◆ **WHAT THIS TASK INVOLVES**: Of the entries that follow, how many lines hold the word "dead"? Reply with the number only.

· · · ·

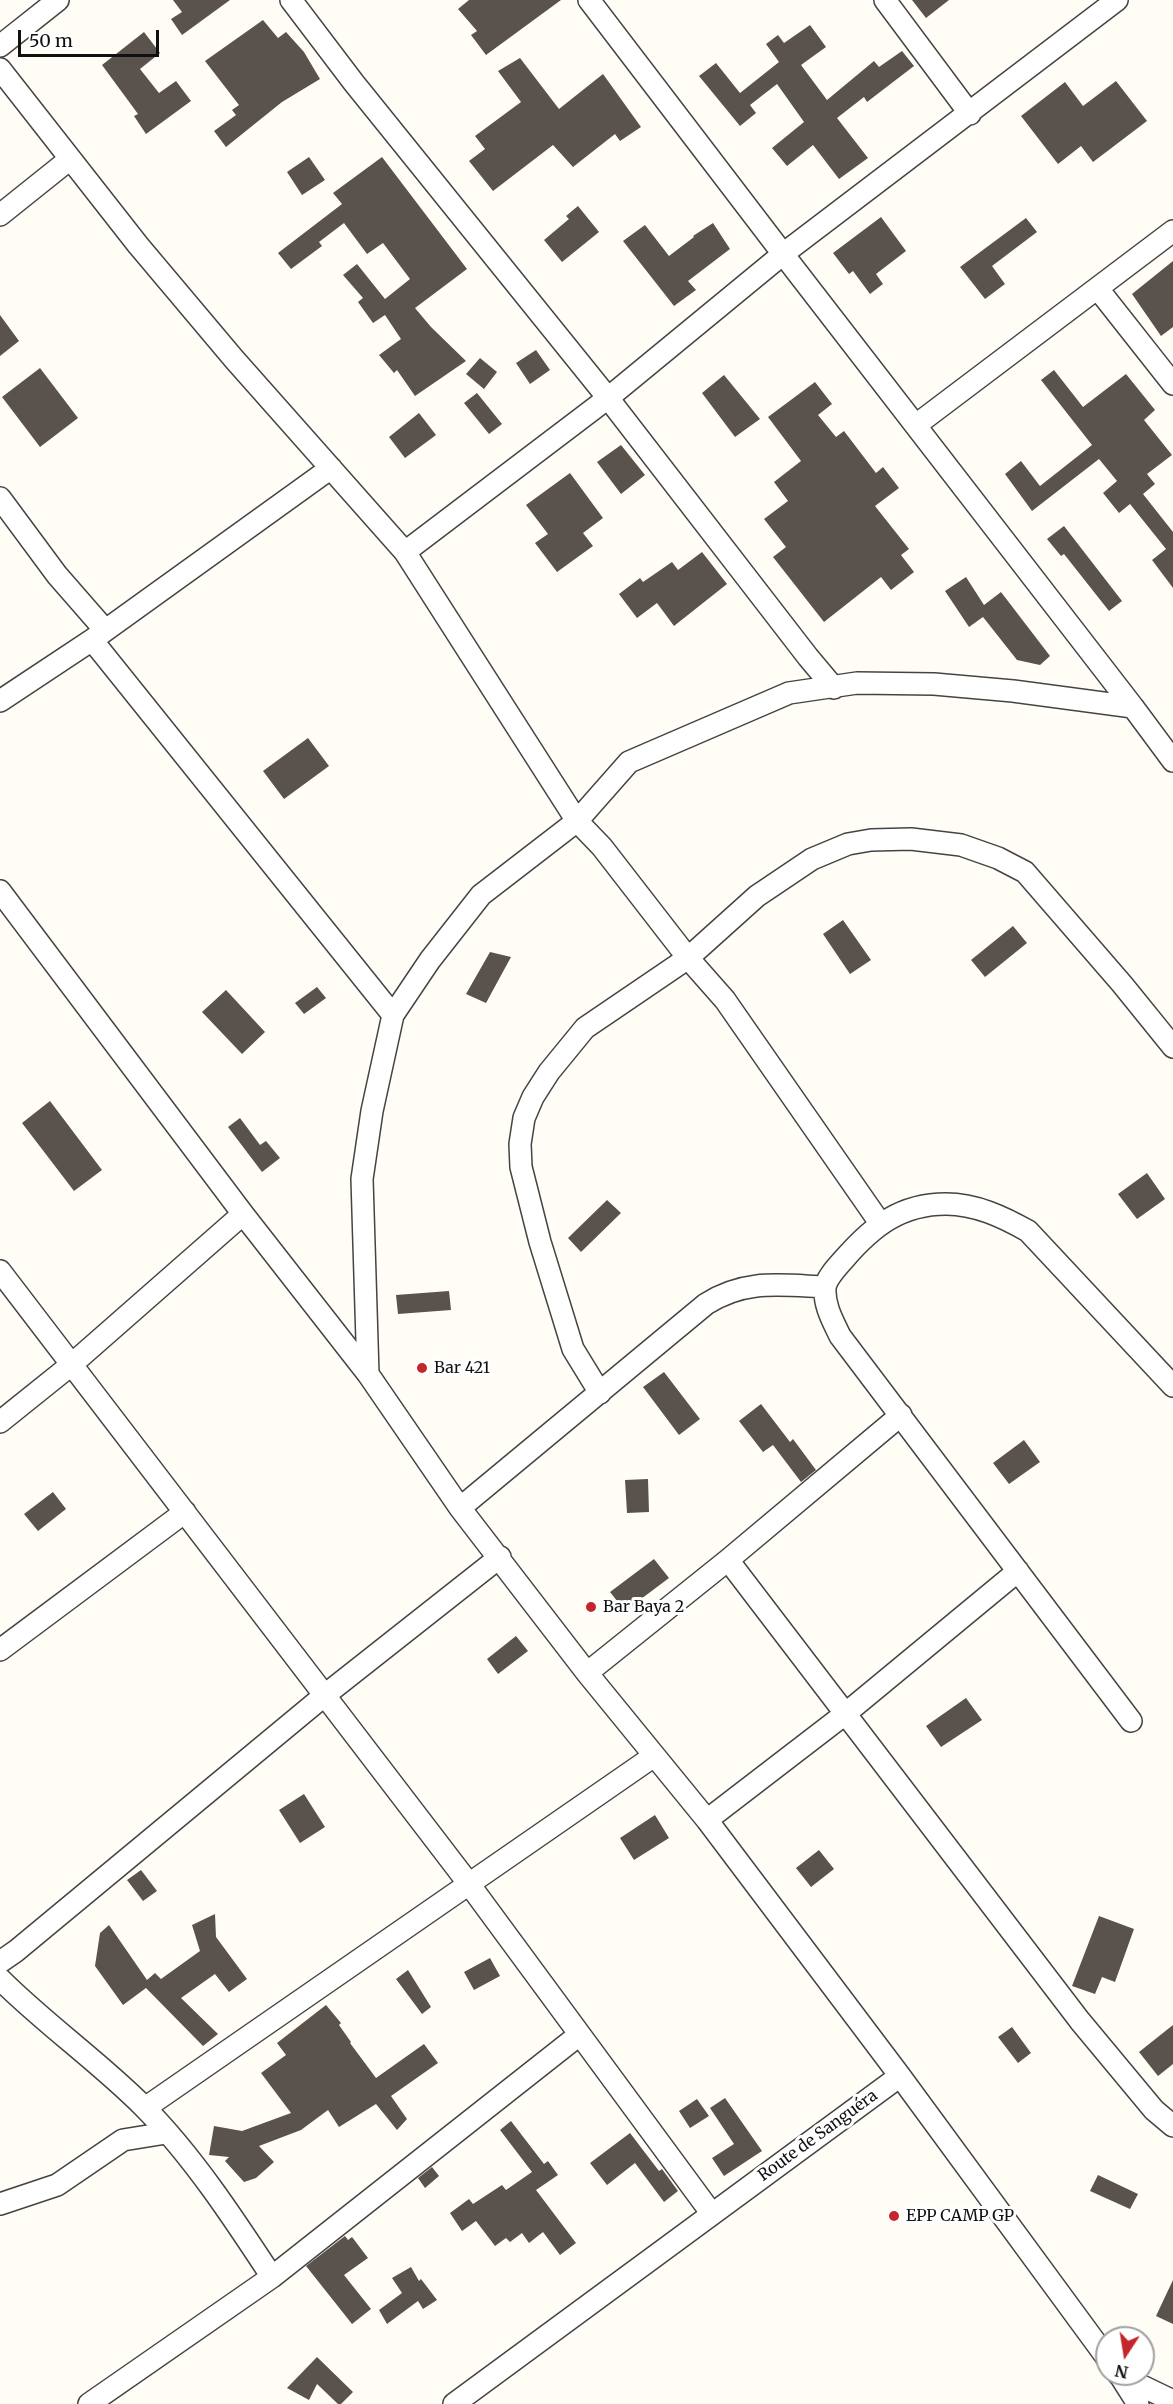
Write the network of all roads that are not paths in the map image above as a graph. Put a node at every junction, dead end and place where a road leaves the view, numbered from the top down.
1 (58, 0) edge
2 (291, 0) edge
3 (589, 0) edge
4 (885, 0) edge
5 (1117, 0) edge
6 (0, 46) edge
7 (0, 69) edge
8 (970, 114) junction
9 (70, 159) junction
10 (0, 215) edge
11 (1173, 231) edge
12 (783, 254) junction
13 (1098, 289) junction
14 (1173, 384) edge
15 (608, 398) junction
16 (916, 425) junction
17 (331, 468) junction
18 (0, 498) edge
19 (405, 552) junction
20 (99, 635) junction
21 (834, 688) junction
22 (0, 701) edge
23 (1133, 706) junction
24 (1173, 761) edge
25 (577, 821) junction
26 (0, 891) edge
27 (688, 958) junction
28 (393, 1014) junction
29 (1173, 1047) edge
30 (243, 1214) junction
31 (880, 1223) junction
32 (0, 1271) edge
33 (825, 1287) junction
34 (71, 1365) junction
35 (368, 1374) junction
36 (1173, 1386) edge
37 (600, 1393) junction
38 (901, 1415) junction
39 (0, 1422) edge
40 (460, 1508) junction
41 (185, 1512) junction
42 (500, 1557) junction
43 (728, 1560) junction
44 (1018, 1571) junction
45 (0, 1650) edge
46 (587, 1673) junction
47 (325, 1695) junction
48 (845, 1714) junction
49 (1131, 1720) dead end
50 (654, 1756) junction
51 (707, 1820) junction
52 (469, 1884) junction
53 (0, 1962) edge
54 (0, 1979) edge
55 (579, 2035) junction
56 (900, 2076) junction
57 (145, 2108) junction
58 (1173, 2126) edge
59 (166, 2133) junction
60 (0, 2204) edge
61 (712, 2214) junction
62 (272, 2277) junction
63 (1095, 2342) edge
64 (1126, 2386) edge
65 (1142, 2386) edge
66 (1173, 2401) edge
67 (89, 2404) edge
68 (454, 2404) edge
69 (1138, 2404) edge

1 - 6 street
2 - 15 street
3 - 12 street
4 - 8 street
5 - 8 street
7 - 9 street
8 - 12 street
9 - 10 street
9 - 17 street
11 - 13 street
12 - 15 street
12 - 16 street
13 - 14 street
13 - 16 street
15 - 19 street
15 - 21 street
16 - 23 street
17 - 19 street
17 - 20 street
18 - 20 street
19 - 25 street
20 - 22 street
20 - 28 street
21 - 23 street
21 - 25 street
23 - 24 street
25 - 27 street
25 - 28 street
26 - 30 street
27 - 29 street
27 - 31 street
27 - 37 street
28 - 35 street
30 - 34 street
30 - 35 street
31 - 33 street
31 - 36 street
32 - 34 street
33 - 37 street
33 - 38 street
34 - 39 street
34 - 41 street
35 - 40 street
37 - 40 street
38 - 43 street
38 - 44 street
40 - 42 street
41 - 45 street
41 - 47 street
42 - 46 street
42 - 47 street
43 - 46 street
43 - 48 street
44 - 48 street
44 - 49 street
46 - 50 street
47 - 52 street
47 - 53 street
48 - 51 street
48 - 58 street
50 - 51 street
50 - 52 street
51 - 56 street
52 - 55 street
52 - 57 street
54 - 57 street
55 - 61 street
55 - 62 street
56 - 61 street, Route de Sanguéra
56 - 63 street
57 - 59 street
59 - 60 street
59 - 62 street
61 - 68 street, Route de Sanguéra
62 - 67 street
64 - 69 street
65 - 66 street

· · · ·

◆ **ANSWER SPACE**: 2